[[ Supplied data open ]]

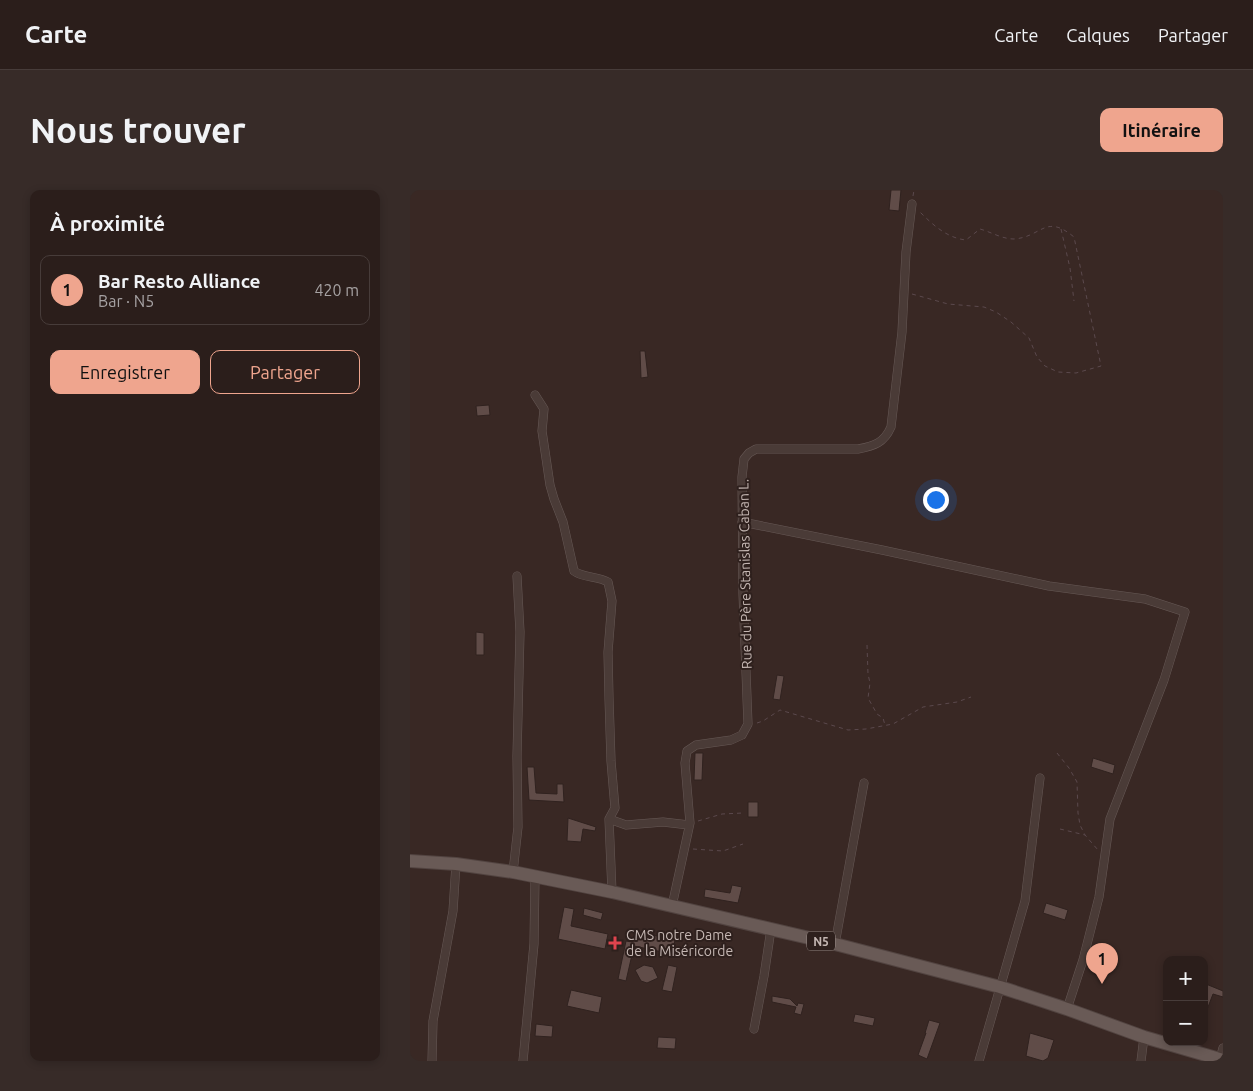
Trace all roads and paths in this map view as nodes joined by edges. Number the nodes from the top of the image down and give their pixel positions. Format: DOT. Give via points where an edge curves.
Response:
graph roads {
  1 [pos="912,204"];
  2 [pos="1061,228"];
  3 [pos="904,292"];
  4 [pos="1074,301"];
  5 [pos="534,395"];
  6 [pos="742,522"];
  7 [pos="517,576"];
  8 [pos="867,645"];
  9 [pos="971,697"];
  10 [pos="748,724"];
  11 [pos="885,726"];
  12 [pos="1057,753"];
  13 [pos="1040,778"];
  14 [pos="864,783"];
  15 [pos="743,813"];
  16 [pos="609,818"];
  17 [pos="689,824"];
  18 [pos="1060,829"];
  19 [pos="1085,835"];
  20 [pos="743,844"];
  21 [pos="685,848"];
  22 [pos="1105,858"];
  23 [pos="410,861"];
  24 [pos="456,864"];
  25 [pos="513,872"];
  26 [pos="535,877"];
  27 [pos="612,892"];
  28 [pos="672,906"];
  29 [pos="771,929"];
  30 [pos="835,944"];
  31 [pos="1000,988"];
  32 [pos="1067,1009"];
  33 [pos="754,1029"];
  34 [pos="1144,1037"];
  35 [pos="1222,1056"];
  36 [pos="432,1061"];
  37 [pos="522,1061"];
  38 [pos="979,1061"];
  39 [pos="1141,1061"];
  1 -- 2 [label="path" via="954,239 966,240 980,229 1011,239 1025,238 1052,226"];
  1 -- 3 [label="street, Rue du Père Stanislas Caban L."];
  2 -- 3 [label="path" via="1074,237 1101,366 1076,373 1058,372 1045,366 1029,338 996,312"];
  2 -- 4 [label="path"];
  3 -- 6 [label="street, Rue du Père Stanislas Caban L." via="891,427 885,438 872,446 858,449 752,451 743,463"];
  5 -- 16 [label="street" via="544,409 542,431 550,485 563,522 574,571 608,582 612,601 608,680 615,808"];
  6 -- 10 [label="street, Rue du Père Stanislas Caban L."];
  6 -- 22 [label="street" via="1049,586 1145,599 1185,612 1164,680 1110,819"];
  7 -- 25 [label="street" via="520,632 516,756 518,827"];
  8 -- 11 [label="path" via="868,698"];
  9 -- 11 [label="path" via="923,708"];
  10 -- 11 [label="path" via="763,721 780,710 848,730"];
  10 -- 17 [label="street" via="742,735 731,740 696,744 687,751"];
  12 -- 19 [label="path" via="1077,782 1078,813"];
  13 -- 31 [label="street" via="1025,901"];
  14 -- 30 [label="street"];
  15 -- 17 [label="path" via="729,812"];
  16 -- 17 [label="street" via="626,825"];
  16 -- 27 [label="street"];
  17 -- 21 [label="street"];
  18 -- 19 [label="path"];
  19 -- 22 [label="path"];
  20 -- 21 [label="path" via="723,851"];
  21 -- 28 [label="street"];
  22 -- 32 [label="street" via="1099,897"];
  23 -- 24 [label="main road, N5 / N5"];
  24 -- 25 [label="main road, N5 / N5"];
  24 -- 36 [label="street" via="452,910 433,1022"];
  25 -- 26 [label="main road, N5 / N5"];
  26 -- 27 [label="main road, N5 / N5"];
  26 -- 37 [label="street" via="534,944"];
  27 -- 28 [label="main road, N5 / N5"];
  28 -- 29 [label="main road, N5 / N5"];
  29 -- 30 [label="main road, N5 / N5"];
  29 -- 33 [label="street"];
  30 -- 31 [label="main road, N5 / N5"];
  31 -- 32 [label="main road, N5 / N5"];
  31 -- 38 [label="street"];
  32 -- 34 [label="main road, N5 / N5"];
  34 -- 35 [label="main road, N5 / N5"];
  34 -- 39 [label="street"];
}
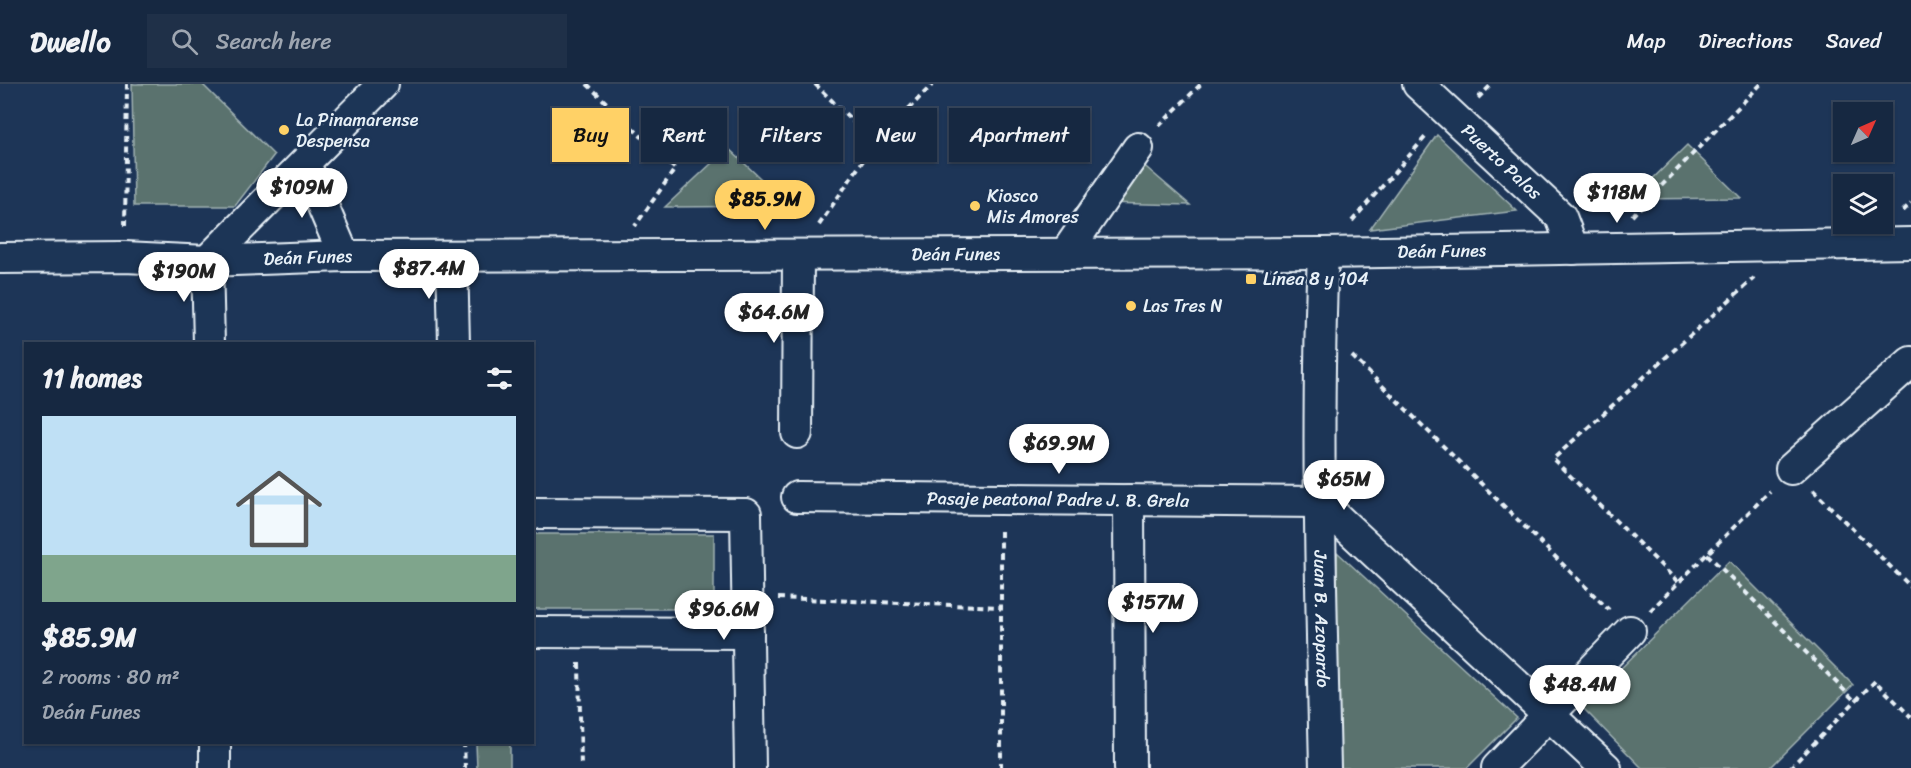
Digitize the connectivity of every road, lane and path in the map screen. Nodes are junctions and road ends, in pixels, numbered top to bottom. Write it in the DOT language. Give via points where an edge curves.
graph roads {
  1 [pos="127,84"];
  2 [pos="383,84"];
  3 [pos="587,84"];
  4 [pos="815,84"];
  5 [pos="933,84"];
  6 [pos="1201,84"];
  7 [pos="1418,84"];
  8 [pos="1761,84"];
  9 [pos="909,108"];
  10 [pos="1447,112"];
  11 [pos="855,123"];
  12 [pos="1138,148"];
  13 [pos="862,162"];
  14 [pos="305,164"];
  15 [pos="1911,243"];
  16 [pos="1587,248"];
  17 [pos="1323,253"];
  18 [pos="1065,254"];
  19 [pos="798,255"];
  20 [pos="344,256"];
  21 [pos="452,256"];
  22 [pos="614,256"];
  23 [pos="125,257"];
  24 [pos="0,258"];
  25 [pos="207,261"];
  26 [pos="1755,277"];
  27 [pos="1320,324"];
  28 [pos="209,342"];
  29 [pos="454,342"];
  30 [pos="1911,362"];
  31 [pos="797,433"];
  32 [pos="1791,469"];
  33 [pos="797,497"];
  34 [pos="1001,499"];
  35 [pos="1129,500"];
  36 [pos="1320,502"];
  37 [pos="534,513"];
  38 [pos="1707,554"];
  39 [pos="1678,582"];
  40 [pos="1911,587"];
  41 [pos="747,597"];
  42 [pos="1001,607"];
  43 [pos="1630,631"];
  44 [pos="534,632"];
  45 [pos="579,632"];
  46 [pos="748,633"];
  47 [pos="1855,701"];
  48 [pos="1549,714"];
  49 [pos="1911,717"];
  50 [pos="215,744"];
  51 [pos="464,744"];
  52 [pos="215,768"];
  53 [pos="465,768"];
  54 [pos="581,768"];
  55 [pos="750,768"];
  56 [pos="1001,768"];
  57 [pos="1130,768"];
  58 [pos="1325,768"];
  59 [pos="1497,768"];
  60 [pos="1606,768"];
  61 [pos="1790,768"];
  1 -- 23 [label="path"];
  2 -- 14 [label="street"];
  3 -- 22 [label="path" via="675,169"];
  4 -- 11 [label="path"];
  5 -- 9 [label="path"];
  6 -- 12 [label="path"];
  7 -- 10 [label="street, Puerto Palos"];
  8 -- 16 [label="path"];
  10 -- 16 [label="street, Puerto Palos" via="1561,218"];
  10 -- 17 [label="path"];
  12 -- 18 [label="street"];
  13 -- 19 [label="path"];
  14 -- 20 [label="street"];
  14 -- 25 [label="street"];
  15 -- 16 [label="street, Deán Funes"];
  16 -- 17 [label="street, Deán Funes"];
  17 -- 18 [label="street, Deán Funes"];
  17 -- 27 [label="street, Juan B. Azopardo"];
  18 -- 19 [label="street, Deán Funes"];
  19 -- 22 [label="street, Deán Funes"];
  19 -- 31 [label="street"];
  20 -- 21 [label="street, Deán Funes"];
  20 -- 25 [label="street, Deán Funes"];
  21 -- 22 [label="street, Deán Funes"];
  21 -- 29 [label="street"];
  23 -- 24 [label="street, Deán Funes"];
  23 -- 25 [label="street, Deán Funes"];
  25 -- 28 [label="street"];
  26 -- 39 [label="path" via="1553,459"];
  27 -- 36 [label="street, Juan B. Azopardo"];
  27 -- 43 [label="path"];
  30 -- 32 [label="street"];
  32 -- 38 [label="path"];
  32 -- 40 [label="path"];
  33 -- 34 [label="street, Pasaje peatonal Padre J. B. Grela"];
  34 -- 35 [label="street, Pasaje peatonal Padre J. B. Grela"];
  34 -- 42 [label="path"];
  35 -- 36 [label="street, Pasaje peatonal Padre J. B. Grela"];
  35 -- 57 [label="street"];
  36 -- 48 [label="street"];
  36 -- 58 [label="street, Juan B. Azopardo"];
  37 -- 41 [label="street" via="746,514"];
  38 -- 39 [label="path"];
  38 -- 47 [label="path"];
  39 -- 43 [label="path"];
  41 -- 42 [label="path"];
  41 -- 46 [label="street"];
  42 -- 56 [label="path"];
  43 -- 48 [label="street"];
  44 -- 45 [label="street"];
  45 -- 46 [label="street"];
  45 -- 54 [label="path"];
  46 -- 55 [label="street"];
  47 -- 49 [label="path" via="1875,681"];
  47 -- 61 [label="path"];
  48 -- 59 [label="street"];
  48 -- 60 [label="street"];
  50 -- 52 [label="street"];
  51 -- 53 [label="path"];
}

[[ Supplied data closed ]]

**Aim of the task**
Which lines in the data above hold the string "Père"? Show each one.

**Your solution**
  1 -- 3 [label="street, Rue du Père Stanislas Caban L."];
  3 -- 6 [label="street, Rue du Père Stanislas Caban L." via="891,427 885,438 872,446 858,449 752,451 743,463"];
  6 -- 10 [label="street, Rue du Père Stanislas Caban L."];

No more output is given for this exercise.